Il a toutefois félicité le gouvernement pour son soutien financier à la recherche appliquée, mais affirme que cela ne doit pas être au détriment de la recherche fondamentale.

«Nier la preuve scientifique, c'est naviguer dans un monde de contes de fées», a renchéri Arne Moores, un professeur de biodiversité de l'Université Simon Fraser. Ce qui est bien pour un enfant de quatre ans, mais pas pour les adultes, a-t-il poursuivi.

Les manifestants déplorent entre autres les compressions dans les programmes de recherche d'Environnement Canada, de Pêches et Océans Canada, du Conseil national de recherches Canada et de Statistique Canada.

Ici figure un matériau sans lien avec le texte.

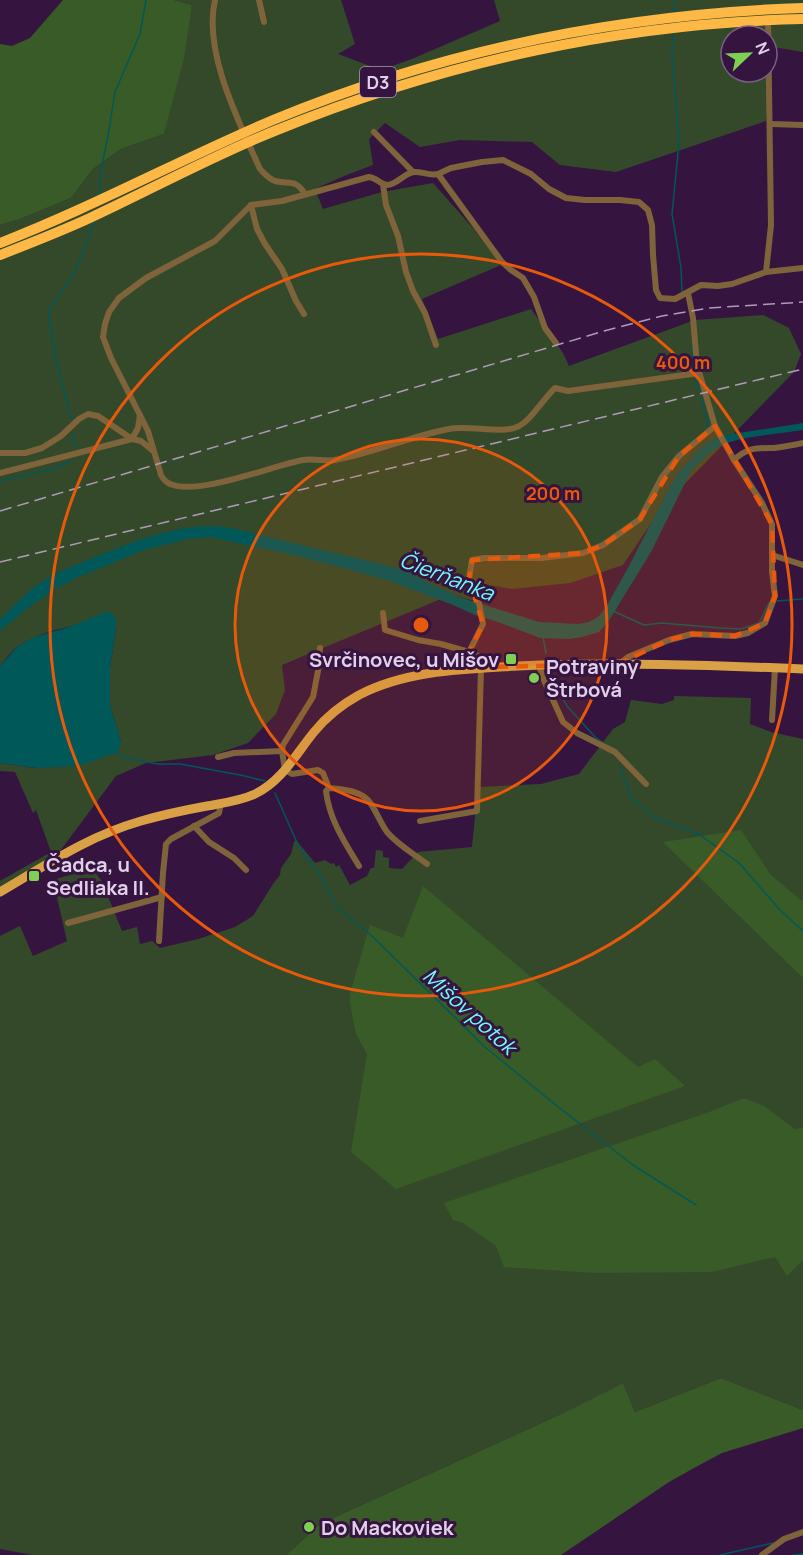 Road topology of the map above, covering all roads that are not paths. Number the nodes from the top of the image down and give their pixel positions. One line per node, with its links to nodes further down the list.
1 (215, 0): 15 (street)
2 (259, 0): 7 (street)
3 (769, 0): 8 (street)
4 (803, 8): 5 (highway, D3)
5 (779, 14): 6 (highway, D3); 13 (highway, D3)
6 (803, 19)
7 (264, 22)
8 (771, 124): 9 (street); 20 (street)
9 (803, 125)
10 (374, 132): 11 (street)
11 (413, 172): 12 (street); 14 (street)
12 (438, 174): 21 (street); 23 (street)
13 (157, 179): 17 (highway, D3); 18 (highway, D3)
14 (383, 184): 15 (street); 24 (street)
15 (305, 194): 16 (street)
16 (251, 205): 22 (street); 26 (street)
17 (0, 243)
18 (0, 255)
19 (803, 268): 20 (street)
20 (766, 272): 21 (street)
21 (688, 293): 25 (street)
22 (304, 314)
23 (556, 343)
24 (436, 345)
25 (699, 373): 27 (street); 31 (street)
26 (141, 414): 28 (street); 31 (street)
27 (715, 426): 32 (street); 38 (street)
28 (132, 439): 30 (street); 31 (street); 33 (street)
29 (803, 443): 32 (street)
30 (0, 453)
31 (154, 453)
32 (733, 458): 34 (street)
33 (0, 473)
34 (772, 555): 35 (street); 39 (street)
35 (803, 565)
36 (383, 613): 38 (street)
37 (320, 648): 46 (street)
38 (470, 652): 41 (street); 44 (street)
39 (618, 664): 40 (main road); 42 (main road)
40 (539, 665): 41 (main road); 49 (street)
41 (485, 668): 44 (main road); 52 (street)
42 (776, 668): 43 (main road); 45 (street)
43 (803, 669)
44 (451, 671): 48 (main road)
45 (772, 720)
46 (282, 751): 47 (street); 48 (street)
47 (218, 757)
48 (285, 770): 50 (street); 51 (main road)
49 (646, 784)
50 (329, 788): 54 (street); 55 (street)
51 (219, 804): 53 (street); 57 (main road)
52 (420, 821)
53 (194, 826): 56 (street); 58 (street)
54 (428, 864)
55 (359, 866)
56 (246, 870)
57 (0, 892)
58 (162, 897): 59 (street); 60 (street)
59 (68, 923)
60 (159, 941)
61 (803, 1532): 62 (street)
62 (762, 1555) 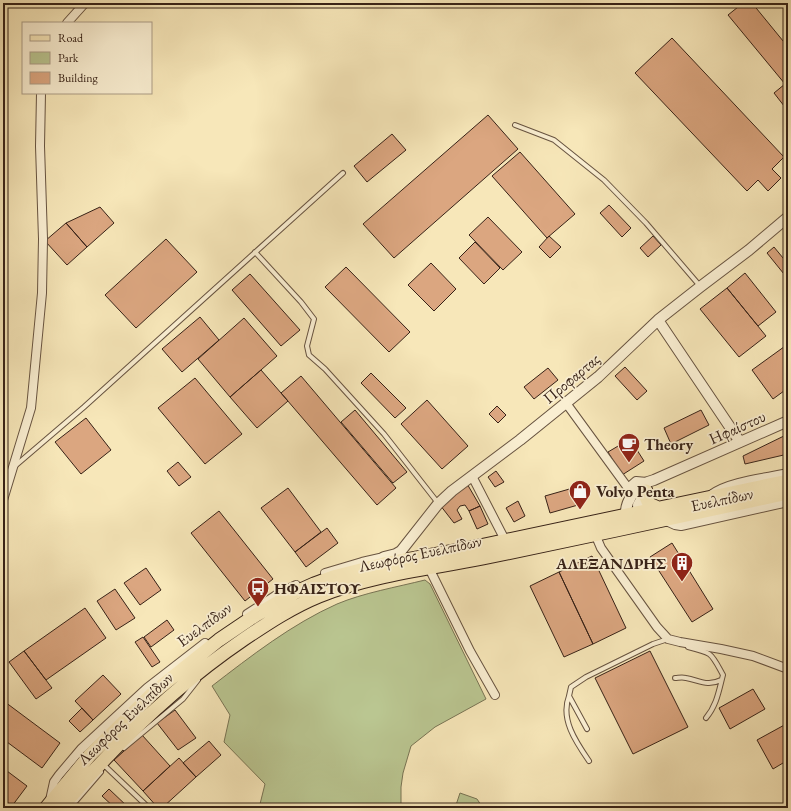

Pour Scott Findlay, ancien directeur de l'Institut de l'Environnement de l'Université d'Ottawa, la mort de la preuve est une cause de deuil national. Il soutient que le public n'entend et ne voit que l'information qui appuie la politique du gouvernement fédéral ou son idéologie, y voyant une forme de propagande.

Pendant les «funérailles», plusieurs personnes sont venues porter des fleurs, et des livres scientifiques - dont «L'Origine des espèces» de Darwin - ont été déposés dans le cercueil de «la preuve».

Mais celle-ci peut être ramenée à la vie, a suggéré M. Findlay. Mais en plus de l'aide des scientifiques, celle de la population est requise pour la ramener dans le débat public et au coeur de la prise de décision du gouvernement.

À la fois le Nouveau Parti démocratique (NPD) et le Parti libéral ont appuyé les scientifiques.

La néo-démocrate Hélène LeBlanc était présente aux «funérailles» et s'est dite impressionnée par le nombre de personnes qui se sont rassemblées.

«De voir autant de scientifiques réunis pour dénoncer un gouvernement, c'est presque du jamais vu», a-t-elle déclaré.

En tant que parlementaire, elle dit compter sur la communauté scientifique pour donner un portrait exact d'une situation ou d'un problème à régler, car «pour avoir des politiques éclairées, elles doivent être basées sur des faits». Donnant son soutien au combat des scientifiques, elle souhaite que son parti soit leur porte-voix au Parlement.

Le député libéral Ted Hsu, également présent au rassemblement, a invité les citoyens à voter pour des politiciens qui croient en la science.